==== RECORD EXCERPTS ====
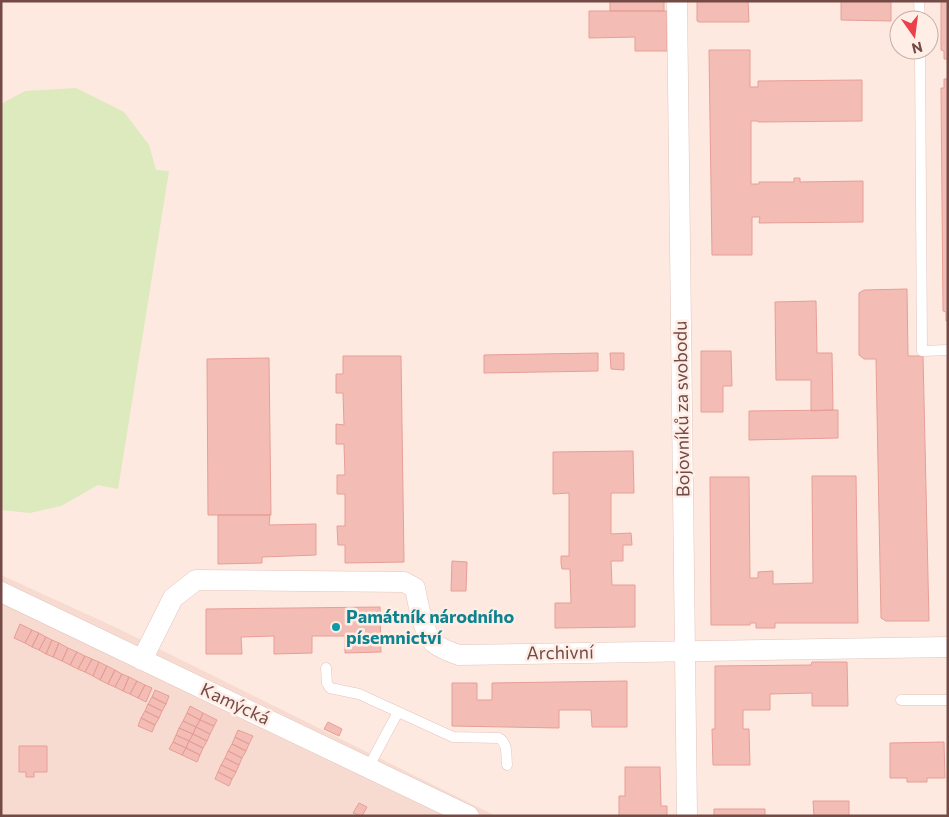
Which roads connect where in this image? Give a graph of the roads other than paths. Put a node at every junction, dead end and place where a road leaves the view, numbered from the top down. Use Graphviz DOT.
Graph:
graph roads {
  1 [pos="677,1"];
  2 [pos="920,60"];
  3 [pos="948,350"];
  4 [pos="1,592"];
  5 [pos="948,646"];
  6 [pos="685,650"];
  7 [pos="142,660"];
  8 [pos="326,668"];
  9 [pos="901,700"];
  10 [pos="948,700"];
  11 [pos="398,712"];
  12 [pos="506,765"];
  13 [pos="368,768"];
  14 [pos="469,816"];
  15 [pos="687,816"];
  1 -- 6 [label="street, Bojovníků za svobodu"];
  2 -- 3 [label="lane"];
  4 -- 7 [label="street, Kamýcká"];
  5 -- 6 [label="street, Archivní"];
  6 -- 7 [label="street, Archivní"];
  6 -- 15 [label="street, Bojovníků za svobodu"];
  7 -- 13 [label="street, Kamýcká"];
  8 -- 11 [label="lane"];
  9 -- 10 [label="lane"];
  11 -- 12 [label="lane"];
  11 -- 13 [label="lane"];
  13 -- 14 [label="street, Kamýcká"];
}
====
TASK TO COMPLETE →
Copy out the records above in full, exactly as written, but not the pictures.

TASK SOLUTION →
Which roads connect where in this image? Give a graph of the roads other than paths. Put a node at every junction, dead end and place where a road leaves the view, numbered from the top down. Use Graphviz DOT.
Graph:
graph roads {
  1 [pos="677,1"];
  2 [pos="920,60"];
  3 [pos="948,350"];
  4 [pos="1,592"];
  5 [pos="948,646"];
  6 [pos="685,650"];
  7 [pos="142,660"];
  8 [pos="326,668"];
  9 [pos="901,700"];
  10 [pos="948,700"];
  11 [pos="398,712"];
  12 [pos="506,765"];
  13 [pos="368,768"];
  14 [pos="469,816"];
  15 [pos="687,816"];
  1 -- 6 [label="street, Bojovníků za svobodu"];
  2 -- 3 [label="lane"];
  4 -- 7 [label="street, Kamýcká"];
  5 -- 6 [label="street, Archivní"];
  6 -- 7 [label="street, Archivní"];
  6 -- 15 [label="street, Bojovníků za svobodu"];
  7 -- 13 [label="street, Kamýcká"];
  8 -- 11 [label="lane"];
  9 -- 10 [label="lane"];
  11 -- 12 [label="lane"];
  11 -- 13 [label="lane"];
  13 -- 14 [label="street, Kamýcká"];
}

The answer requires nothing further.